The whole answer is the data below, retyped exactly.

- Opening Delimiter -

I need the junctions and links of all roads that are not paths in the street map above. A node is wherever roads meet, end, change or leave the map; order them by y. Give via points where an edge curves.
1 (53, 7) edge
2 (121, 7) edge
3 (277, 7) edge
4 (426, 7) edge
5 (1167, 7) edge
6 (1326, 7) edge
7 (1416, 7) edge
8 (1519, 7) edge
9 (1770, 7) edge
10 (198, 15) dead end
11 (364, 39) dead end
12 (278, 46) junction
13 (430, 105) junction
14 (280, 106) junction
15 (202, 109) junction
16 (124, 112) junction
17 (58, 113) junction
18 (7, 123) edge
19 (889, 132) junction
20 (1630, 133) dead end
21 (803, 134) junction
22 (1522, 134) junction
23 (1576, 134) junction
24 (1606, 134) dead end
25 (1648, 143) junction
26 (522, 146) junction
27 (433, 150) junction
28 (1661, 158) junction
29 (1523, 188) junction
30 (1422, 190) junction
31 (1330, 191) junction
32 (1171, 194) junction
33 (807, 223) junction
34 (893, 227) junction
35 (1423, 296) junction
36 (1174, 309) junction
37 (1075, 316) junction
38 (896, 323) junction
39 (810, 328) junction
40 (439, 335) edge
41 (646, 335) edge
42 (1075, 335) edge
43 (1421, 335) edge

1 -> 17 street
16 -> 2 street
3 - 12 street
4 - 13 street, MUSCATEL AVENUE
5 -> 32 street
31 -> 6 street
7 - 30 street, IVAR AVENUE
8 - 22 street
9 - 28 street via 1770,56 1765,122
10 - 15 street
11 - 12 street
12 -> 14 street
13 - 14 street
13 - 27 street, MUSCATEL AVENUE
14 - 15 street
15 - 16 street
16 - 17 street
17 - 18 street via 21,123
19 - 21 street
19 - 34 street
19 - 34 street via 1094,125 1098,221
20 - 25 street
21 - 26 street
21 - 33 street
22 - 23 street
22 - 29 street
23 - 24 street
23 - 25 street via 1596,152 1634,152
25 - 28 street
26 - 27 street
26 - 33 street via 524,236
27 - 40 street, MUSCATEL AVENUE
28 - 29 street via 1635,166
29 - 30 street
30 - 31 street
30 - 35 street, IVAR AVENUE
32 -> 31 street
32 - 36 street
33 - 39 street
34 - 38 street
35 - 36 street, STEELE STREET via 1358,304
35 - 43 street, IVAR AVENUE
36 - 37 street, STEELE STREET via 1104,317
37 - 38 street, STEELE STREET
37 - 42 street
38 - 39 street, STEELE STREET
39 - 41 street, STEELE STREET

- Closing Delimiter -

### OUTPUT FOR THIS TASK
I need the junctions and links of all roads that are not paths in the street map above. A node is wherever roads meet, end, change or leave the map; order them by y. Give via points where an edge curves.
1 (53, 7) edge
2 (121, 7) edge
3 (277, 7) edge
4 (426, 7) edge
5 (1167, 7) edge
6 (1326, 7) edge
7 (1416, 7) edge
8 (1519, 7) edge
9 (1770, 7) edge
10 (198, 15) dead end
11 (364, 39) dead end
12 (278, 46) junction
13 (430, 105) junction
14 (280, 106) junction
15 (202, 109) junction
16 (124, 112) junction
17 (58, 113) junction
18 (7, 123) edge
19 (889, 132) junction
20 (1630, 133) dead end
21 (803, 134) junction
22 (1522, 134) junction
23 (1576, 134) junction
24 (1606, 134) dead end
25 (1648, 143) junction
26 (522, 146) junction
27 (433, 150) junction
28 (1661, 158) junction
29 (1523, 188) junction
30 (1422, 190) junction
31 (1330, 191) junction
32 (1171, 194) junction
33 (807, 223) junction
34 (893, 227) junction
35 (1423, 296) junction
36 (1174, 309) junction
37 (1075, 316) junction
38 (896, 323) junction
39 (810, 328) junction
40 (439, 335) edge
41 (646, 335) edge
42 (1075, 335) edge
43 (1421, 335) edge

1 -> 17 street
16 -> 2 street
3 - 12 street
4 - 13 street, MUSCATEL AVENUE
5 -> 32 street
31 -> 6 street
7 - 30 street, IVAR AVENUE
8 - 22 street
9 - 28 street via 1770,56 1765,122
10 - 15 street
11 - 12 street
12 -> 14 street
13 - 14 street
13 - 27 street, MUSCATEL AVENUE
14 - 15 street
15 - 16 street
16 - 17 street
17 - 18 street via 21,123
19 - 21 street
19 - 34 street
19 - 34 street via 1094,125 1098,221
20 - 25 street
21 - 26 street
21 - 33 street
22 - 23 street
22 - 29 street
23 - 24 street
23 - 25 street via 1596,152 1634,152
25 - 28 street
26 - 27 street
26 - 33 street via 524,236
27 - 40 street, MUSCATEL AVENUE
28 - 29 street via 1635,166
29 - 30 street
30 - 31 street
30 - 35 street, IVAR AVENUE
32 -> 31 street
32 - 36 street
33 - 39 street
34 - 38 street
35 - 36 street, STEELE STREET via 1358,304
35 - 43 street, IVAR AVENUE
36 - 37 street, STEELE STREET via 1104,317
37 - 38 street, STEELE STREET
37 - 42 street
38 - 39 street, STEELE STREET
39 - 41 street, STEELE STREET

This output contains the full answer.